[PATCH] drm/amdgpu: fix system hang issue during GPU reset
Christian König
ckoenig.leichtzumerken at gmail.com
Mon Jul 6 10:44:42 UTC 2020
Am 06.07.20 um 12:01 schrieb Dennis Li:
> During GPU reset, driver should hold on all external access to
> GPU, otherwise psp will randomly fail to do post, and then cause
> system hang.
In general a good idea, but that exposes another problem: The trylock
has now a rather right chance to fail and that is not expected.
Christian.
>
> Signed-off-by: Dennis Li <dennis.li at amd.com>
> Change-Id: I7d5d41f9c4198b917d7b49606ba3850988e5b936
>
> diff --git a/drivers/gpu/drm/amd/amdgpu/amdgpu.h b/drivers/gpu/drm/amd/amdgpu/amdgpu.h
> index 6c7dd0a707c9..34bfc2a147ff 100644
> --- a/drivers/gpu/drm/amd/amdgpu/amdgpu.h
> +++ b/drivers/gpu/drm/amd/amdgpu/amdgpu.h
> @@ -965,7 +965,7 @@ struct amdgpu_device {
>
> bool in_gpu_reset;
> enum pp_mp1_state mp1_state;
> - struct mutex lock_reset;
> + struct rw_semaphore reset_sem;
> struct amdgpu_doorbell_index doorbell_index;
>
> struct mutex notifier_lock;
> diff --git a/drivers/gpu/drm/amd/amdgpu/amdgpu_amdkfd.c b/drivers/gpu/drm/amd/amdgpu/amdgpu_amdkfd.c
> index ad59ac4423b8..4139c81389a4 100644
> --- a/drivers/gpu/drm/amd/amdgpu/amdgpu_amdkfd.c
> +++ b/drivers/gpu/drm/amd/amdgpu/amdgpu_amdkfd.c
> @@ -611,7 +611,9 @@ int amdgpu_amdkfd_submit_ib(struct kgd_dev *kgd, enum kgd_engine_type engine,
> /* This works for NO_HWS. TODO: need to handle without knowing VMID */
> job->vmid = vmid;
>
> + down_read(&adev->reset_sem);
> ret = amdgpu_ib_schedule(ring, 1, ib, job, &f);
> + up_read(&adev->reset_sem);
> if (ret) {
> DRM_ERROR("amdgpu: failed to schedule IB.\n");
> goto err_ib_sched;
> @@ -649,6 +651,8 @@ int amdgpu_amdkfd_flush_gpu_tlb_vmid(struct kgd_dev *kgd, uint16_t vmid)
> {
> struct amdgpu_device *adev = (struct amdgpu_device *)kgd;
>
> + down_read(&adev->reset_sem);
> +
> if (adev->family == AMDGPU_FAMILY_AI) {
> int i;
>
> @@ -658,6 +662,8 @@ int amdgpu_amdkfd_flush_gpu_tlb_vmid(struct kgd_dev *kgd, uint16_t vmid)

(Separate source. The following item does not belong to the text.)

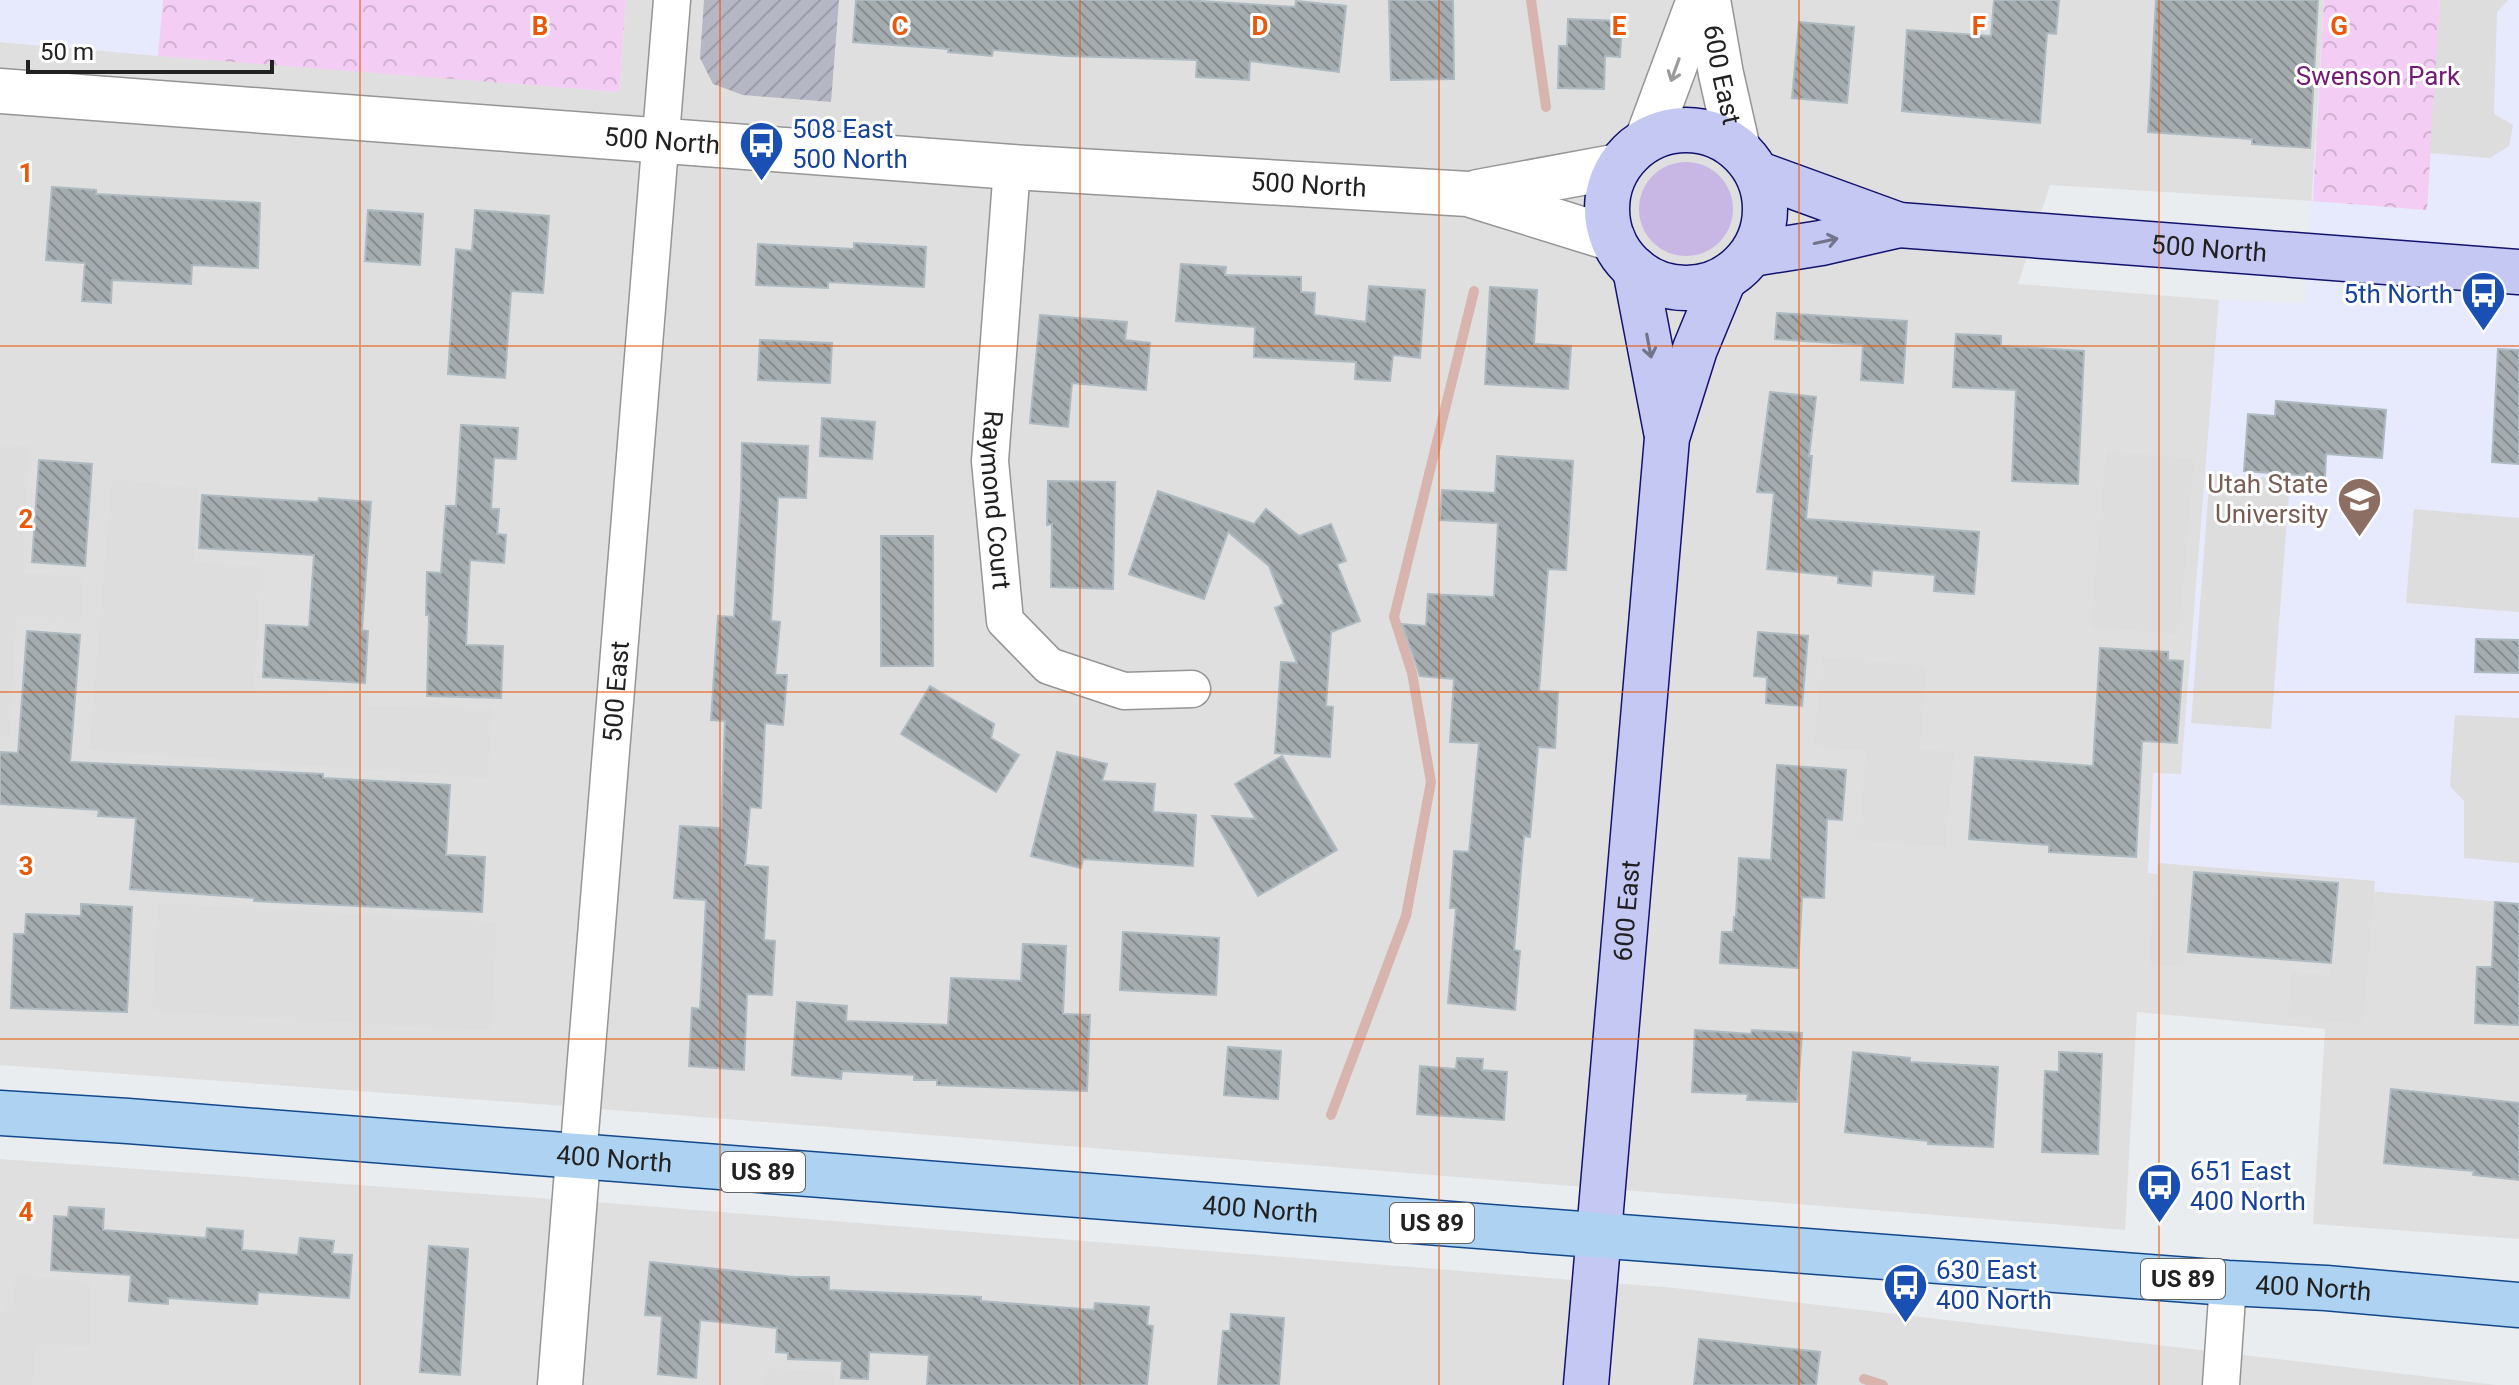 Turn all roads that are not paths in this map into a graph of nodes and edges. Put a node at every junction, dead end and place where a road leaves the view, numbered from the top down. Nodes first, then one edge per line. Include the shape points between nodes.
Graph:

> amdgpu_gmc_flush_gpu_tlb(adev, vmid, AMDGPU_GFXHUB_0, 0);
> }
>
> + up_read(&adev->reset_sem);
> +
> return 0;
> }
>
> @@ -666,11 +672,18 @@ int amdgpu_amdkfd_flush_gpu_tlb_pasid(struct kgd_dev *kgd, uint16_t pasid)
> struct amdgpu_device *adev = (struct amdgpu_device *)kgd;
> const uint32_t flush_type = 0;
> bool all_hub = false;
> + int ret = 0;
>
> if (adev->family == AMDGPU_FAMILY_AI)
> all_hub = true;
>
> - return amdgpu_gmc_flush_gpu_tlb_pasid(adev, pasid, flush_type, all_hub);
> + down_read(&adev->reset_sem);
> +
> + ret = amdgpu_gmc_flush_gpu_tlb_pasid(adev, pasid, flush_type, all_hub);
> +
> + up_read(&adev->reset_sem);
> +
> + return ret;
> }
>
> bool amdgpu_amdkfd_have_atomics_support(struct kgd_dev *kgd)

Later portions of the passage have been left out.